Thanks to Facebook and other social media outlets, Tucker is one of thousands of people keeping close tabs on Baby Ella's recovery. She's the organizer of an upcoming benefit.

"Sarah and Steven are really good about emailing everyday and letting us know what's going on," Tucker said.

"We've gotten cards, letters, donations from people as far as California, New Jersey, Saskatchewan, Canada, and Texas. No idea who they are. Thanks to the miracle of the internet, this thing has taken off unbelievably. There's a mortgage company in Chicago where the employees are donating a portion of their paycheck each week to the Help Ella Fund," Eighinger said.

There's even a church in India praying for Baby Ella.

A Benefit for Ella

Sunday, Feb. 12, hundreds of people are expected to meet at Cougars Den in Quincy off South 9th Street. Two dollars at the door will get you a whole day of fun, all for Baby Ella.

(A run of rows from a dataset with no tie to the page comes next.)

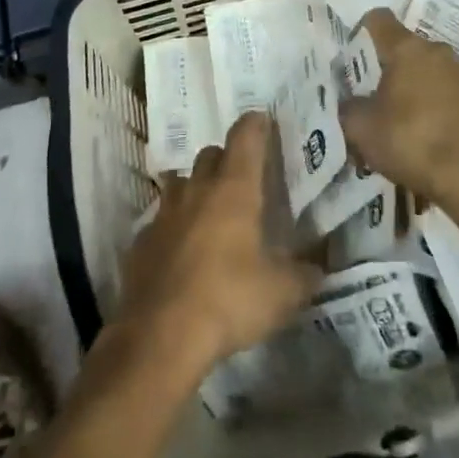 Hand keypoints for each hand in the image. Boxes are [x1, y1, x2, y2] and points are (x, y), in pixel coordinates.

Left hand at [117, 112, 321, 375]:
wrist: (159, 337)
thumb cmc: (228, 301)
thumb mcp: (281, 294)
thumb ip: (304, 275)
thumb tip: (317, 269)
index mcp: (234, 188)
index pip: (245, 136)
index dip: (256, 124)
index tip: (264, 120)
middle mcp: (197, 189)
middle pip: (211, 155)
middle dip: (227, 160)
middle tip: (243, 181)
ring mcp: (164, 213)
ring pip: (182, 183)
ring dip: (197, 190)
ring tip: (212, 214)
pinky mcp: (141, 241)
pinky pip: (162, 220)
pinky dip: (175, 227)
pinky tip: (184, 253)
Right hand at [339, 9, 458, 215]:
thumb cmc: (414, 143)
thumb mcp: (363, 131)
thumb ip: (349, 108)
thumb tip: (350, 102)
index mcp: (406, 49)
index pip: (379, 20)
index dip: (364, 32)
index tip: (356, 56)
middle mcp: (439, 51)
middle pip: (408, 50)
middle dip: (393, 71)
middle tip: (381, 103)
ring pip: (435, 73)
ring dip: (422, 90)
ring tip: (413, 127)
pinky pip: (457, 96)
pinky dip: (446, 109)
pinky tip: (440, 139) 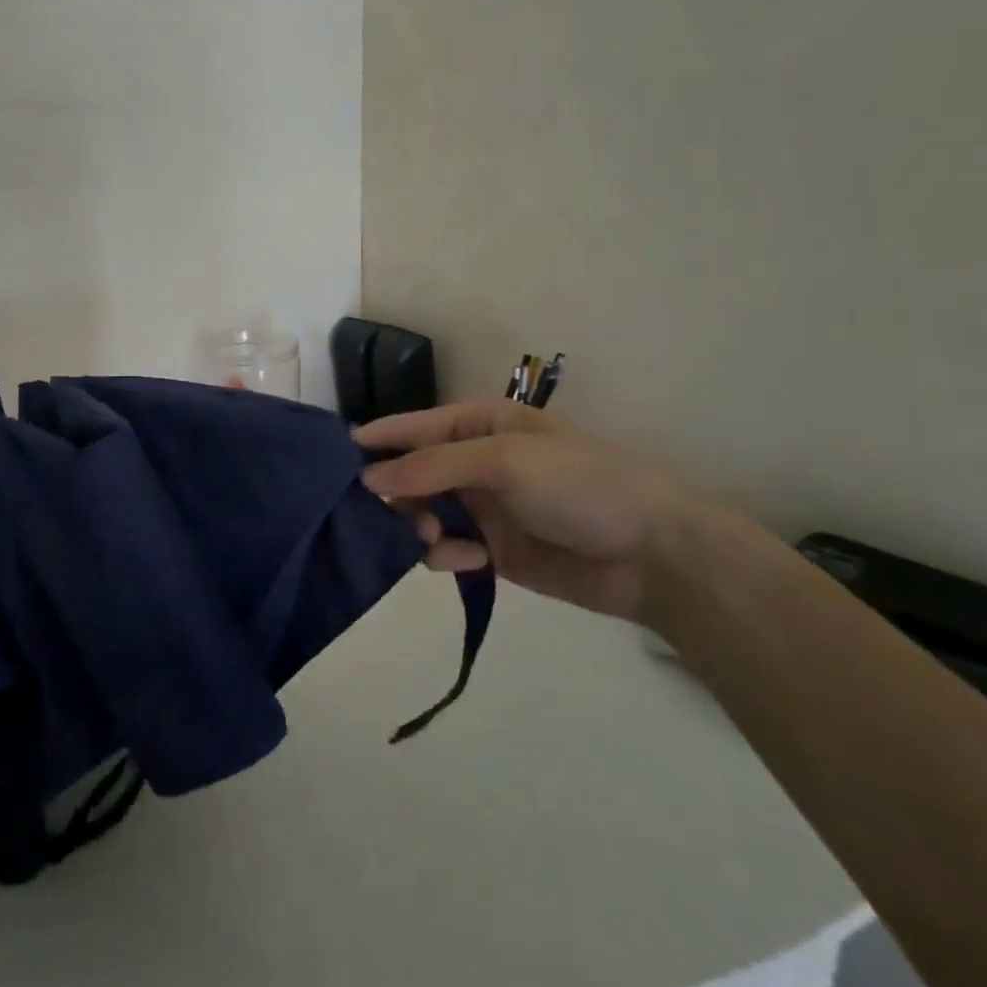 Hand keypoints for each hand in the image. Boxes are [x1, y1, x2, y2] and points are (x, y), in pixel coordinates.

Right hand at [357, 402, 702, 625]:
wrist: (653, 554)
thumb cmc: (579, 485)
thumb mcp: (504, 460)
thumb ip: (432, 466)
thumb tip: (367, 478)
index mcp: (481, 424)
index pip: (414, 427)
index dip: (376, 439)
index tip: (333, 458)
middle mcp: (474, 462)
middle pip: (411, 473)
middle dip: (396, 492)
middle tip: (387, 513)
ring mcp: (482, 507)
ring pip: (421, 513)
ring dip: (418, 525)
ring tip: (434, 540)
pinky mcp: (490, 550)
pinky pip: (445, 548)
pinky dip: (445, 554)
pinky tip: (468, 561) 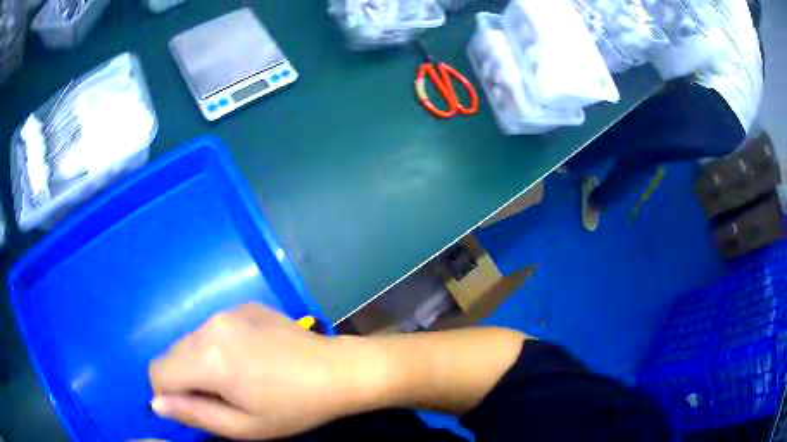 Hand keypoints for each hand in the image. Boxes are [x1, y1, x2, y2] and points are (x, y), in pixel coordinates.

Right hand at [148, 304, 373, 439]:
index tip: (198, 408)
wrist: (338, 370)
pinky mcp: (243, 305)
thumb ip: (194, 414)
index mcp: (207, 358)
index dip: (170, 396)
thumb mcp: (244, 426)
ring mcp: (228, 311)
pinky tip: (251, 357)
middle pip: (171, 355)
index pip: (158, 372)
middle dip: (185, 379)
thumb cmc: (294, 407)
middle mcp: (210, 326)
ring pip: (190, 341)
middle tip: (224, 397)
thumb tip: (156, 403)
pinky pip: (213, 329)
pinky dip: (219, 346)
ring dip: (201, 363)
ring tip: (239, 378) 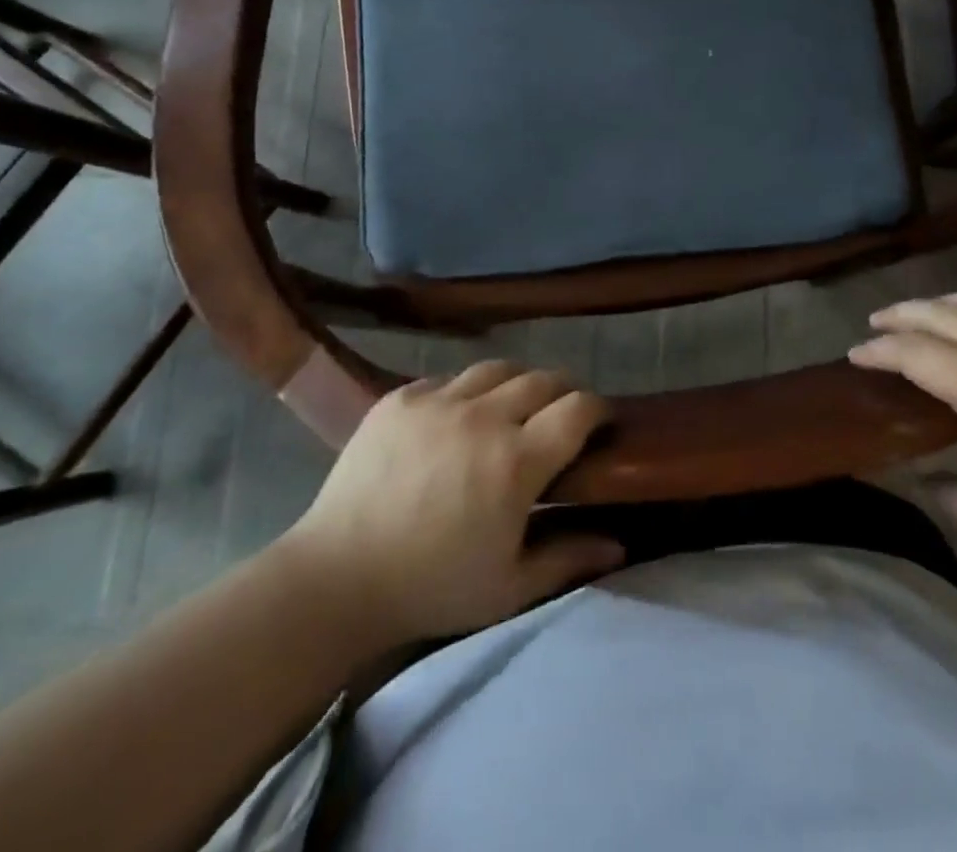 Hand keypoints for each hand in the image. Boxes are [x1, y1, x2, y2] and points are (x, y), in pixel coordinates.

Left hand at [277, 363, 623, 644]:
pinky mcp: (401, 397)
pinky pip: (449, 378)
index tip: (601, 422)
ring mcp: (439, 401)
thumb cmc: (432, 588)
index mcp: (517, 461)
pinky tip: (458, 417)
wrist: (337, 578)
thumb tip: (619, 544)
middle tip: (560, 415)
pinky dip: (466, 391)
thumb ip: (568, 558)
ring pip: (497, 368)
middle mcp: (484, 417)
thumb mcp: (509, 587)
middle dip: (563, 391)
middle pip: (543, 378)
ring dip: (517, 382)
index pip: (578, 408)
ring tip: (513, 406)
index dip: (598, 409)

"There have been 400 responses saying we will be here so we don't know what we're looking for. We're just hoping to raise a lot of money because their family is so spread apart right now, with [Cain's] two girls in Mendon, and Grady here and Mom and Dad's there, so we just want them to have somewhere to come home to," Tucker said.

With the help of yet another kind heart that will be a reality.

"There's a very nice gentleman in town who wants to remain anonymous, who is supplying an apartment free of charge as long as they need it," Eighinger said.

The Power of Prayer

"Prayer is a very powerful thing, and I believe that as do many people in Quincy," Christy Goode said.

Goode is among the thousands of people praying for Ella. She's planned a prayer vigil on Sunday, Feb. 19 at 6 p.m. at the Crossing in Quincy.

"We may not be in Springfield with them, but we are in prayer. You know, it's all for baby Ella. She's the Tri-States' baby. It's not just Sarah and Elvis' baby, she's everybody's baby," Goode said.

"It makes us feel like somebody out there cares bout our baby as much as we do," Ginster said.

"We'll just keep helping them any way we can while they're here," Winkleman said.

"It's renewed our faith. I know, as a teenager, you're like yea...I'm from Quincy. But now, we're like 'we're from Quincy!' Now we advertise it! We can't wait to go back," Ginster laughed.